Idealistic students from all over China poured into Guangzhou to join Chiang Kaishek’s model army. The Nationalist Party, or Kuomintang, funded from Moscow and reorganized by Russian advisers along Soviet lines—“the same discipline, the same techniques of propaganda, and the same ruthless political commissars”—joined forces with the Chinese Communist Party in fragile, fractious alliance for the sole purpose of seizing power. The Bucks returned that autumn to a country once again on the verge of revolution. In November Nanjing became the capital of the eastern warlord General Sun Chuanfang, who would be defeated by the Nationalists a year later. Pearl sowed larkspur and snapdragons in her garden, and taught courses at Ginling Women’s College as well as at both universities. Intellectually she felt closer to her earnest, argumentative Chinese students than to her American compatriots: “I was increasingly conscious of the years of separation from my own people. My childhood had not been theirs, nor theirs mine…. Under the life of everyday I knew that the old cleavage was deepening. My worlds were dividing, and the time would come when I would have to make a final choice between them.”

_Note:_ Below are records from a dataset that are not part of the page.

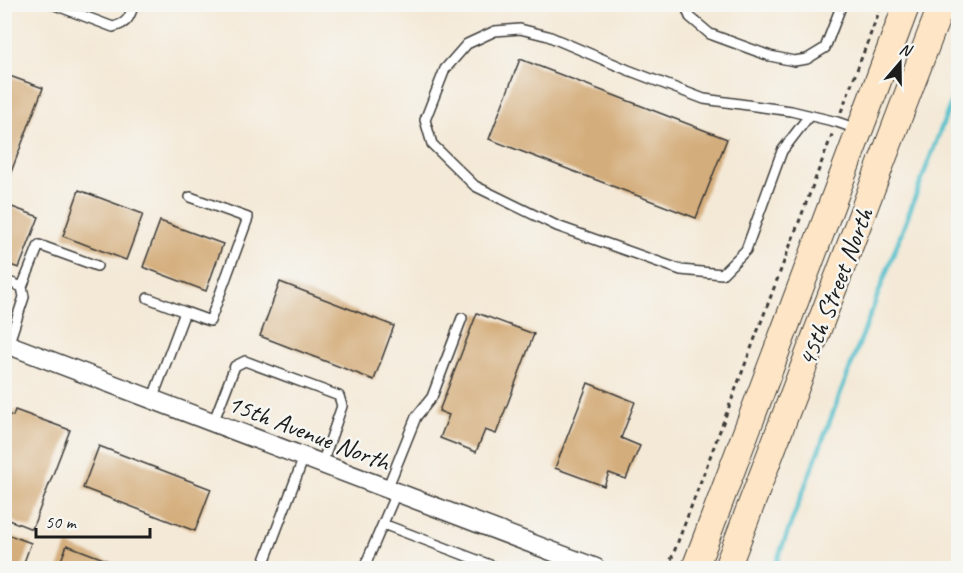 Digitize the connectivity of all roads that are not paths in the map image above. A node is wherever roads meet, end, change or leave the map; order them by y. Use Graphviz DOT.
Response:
graph roads {
  1 [pos="52,4"];
  2 [pos="134,4"];
  3 [pos="685,4"];
  4 [pos="842,4"];
  5 [pos="907,4"];
  6 [pos="942,4"];
  7 [pos="809,116"];
  8 [pos="848,126"];
  9 [pos="190,196"];
  10 [pos="97,266"];
  11 [pos="4,280"];
  12 [pos="22,287"];
  13 [pos="148,298"];
  14 [pos="185,312"];
  15 [pos="462,318"];
  16 [pos="6,344"];
  17 [pos="152,400"];
  18 [pos="213,423"];
  19 [pos="304,457"];
  20 [pos="322,464"];
  21 [pos="391,491"];
  22 [pos="383,524"];
  23 [pos="577,565"];
  24 [pos="262,568"];
  25 [pos="364,568"];
  26 [pos="498,568"];
  27 [pos="596,568"];
  28 [pos="695,568"];
  29 [pos="727,568"];
  1 -- 2 [label="lane"];
  3 -- 4 [label="lane"];
  5 -- 8 [label="main road, 45th Street North"];
  6 -- 29 [label="main road, 45th Street North"];
  7 -- 7 [label="lane"];
  7 -- 8 [label="lane"];
  8 -- 28 [label="main road, 45th Street North"];
  9 -- 14 [label="lane"];
  10 -- 12 [label="lane"];
  11 -- 12 [label="lane"];
  12 -- 16 [label="lane"];
  13 -- 14 [label="lane"];
  14 -- 17 [label="lane"];
  15 -- 21 [label="lane"];
  16 -- 17 [label="street, 15th Avenue North"];
  17 -- 18 [label="street, 15th Avenue North"];
  18 -- 19 [label="street, 15th Avenue North"];
  18 -- 20 [label="lane"];
  19 -- 20 [label="street, 15th Avenue North"];
  19 -- 24 [label="lane"];
  20 -- 21 [label="street, 15th Avenue North"];
  21 -- 22 [label="lane"];
  21 -- 23 [label="street, 15th Avenue North"];
  22 -- 25 [label="lane"];
  22 -- 26 [label="lane"];
  23 -- 27 [label="street, 15th Avenue North"];
} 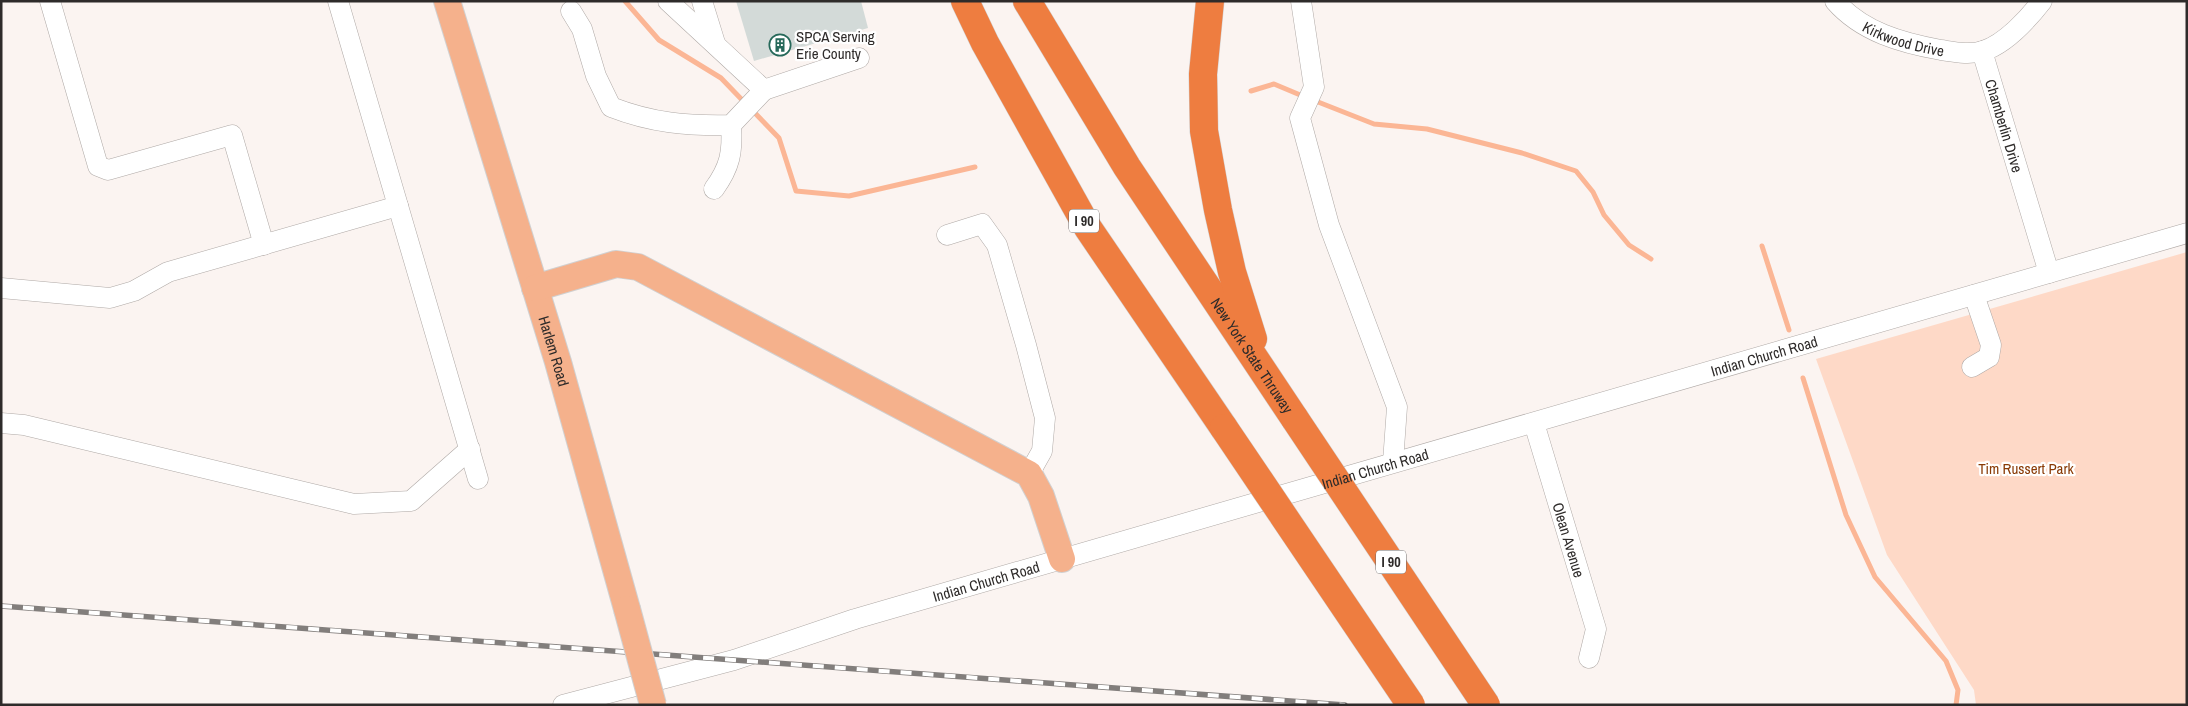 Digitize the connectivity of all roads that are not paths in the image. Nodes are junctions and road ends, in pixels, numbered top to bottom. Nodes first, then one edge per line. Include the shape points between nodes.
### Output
1 (50, 1) edge
2 (338, 1) edge
3 (447, 1) edge
4 (668, 1) edge
5 (702, 1) edge
6 (965, 1) edge
7 (1027, 1) edge
8 (1210, 1) edge
9 (1301, 1) edge
10 (1835, 1) edge
11 (2042, 1) edge
12 (571, 12) dead end
13 (715, 45) junction
14 (1982, 51) junction
15 (859, 58) dead end
16 (764, 90) junction
17 (732, 125) junction
18 (714, 189) dead end
19 (398, 206) junction
20 (2187, 233) edge
21 (947, 235) dead end
22 (264, 244) junction
23 (2048, 274) junction
24 (1, 288) edge
25 (535, 288) junction
26 (1974, 295) junction
27 (1972, 367) dead end
28 (1267, 375) junction
29 (1, 423) edge
30 (1534, 423) junction
31 (470, 449) junction
32 (1393, 462) junction
33 (1029, 474) junction
34 (478, 478) dead end
35 (1062, 560) junction
36 (1589, 658) dead end
37 (563, 705) edge
38 (653, 705) edge
39 (1411, 705) edge
40 (1486, 705) edge

1 - 22 street via 98,166 108,170 232,135
2 - 19 street
3 - 25 main road, Harlem Road
4 - 13 street
5 - 13 street
6 - 39 highway, I 90, bridge via 1088,228
7 - 28 highway, New York State Thruway / I 90 via 1127,167
8 - 28 highway via 1203,74 1204,131 1232,272
9 - 32 street via 1314,88 1300,118 1329,226 1397,407
10 - 14 street, Kirkwood Drive via 1866,26 1894,39 1964,54
11 - 14 street via 2013,30
12 - 17 street via 582,29 596,76 611,107 638,118 693,126
13 - 16 street
14 - 23 street, Chamberlin Drive
15 - 16 street
16 - 17 street
17 - 18 street via 732,146 726,172
19 - 22 street
19 - 31 street
20 - 23 street, Indian Church Road
21 - 33 street via 982,224 996,245 1045,418 1042,451
22 - 24 street via 168,272 134,291 110,298
23 - 26 street, Indian Church Road
25 - 33 main road via 616,264 638,267
25 - 38 main road, Harlem Road, bridge
26 - 27 street via 1991,345 1989,357
26 - 30 street, Indian Church Road
28 - 40 highway, New York State Thruway / I 90, bridge
29 - 31 street via 24,425 354,504 411,501
30 - 32 street, Indian Church Road
30 - 36 street, Olean Avenue via 1596,629
31 - 34 street
32 - 35 street, Indian Church Road
33 - 35 main road via 1041,496
35 - 37 street, Indian Church Road via 854,619 734,660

In the sweltering summer of 1926 the Bucks did not join the general exodus of foreigners to Kuling. Lossing had farms to visit, and Pearl, always acutely aware of the gossip provoked in any new environment by her two small daughters, preferred to remain behind in her familiar Chinese world. This was the last of what she called the “Waiting Summers,” when everyone knew that change was inevitable but no one could tell exactly when or how it would come. “It was difficult to know what was going on except from the Chinese newspapers which printed brief undigested items which had somehow to be connected by pondering and guessing, and then connected again with the grapevine of students’ confidences and complaints.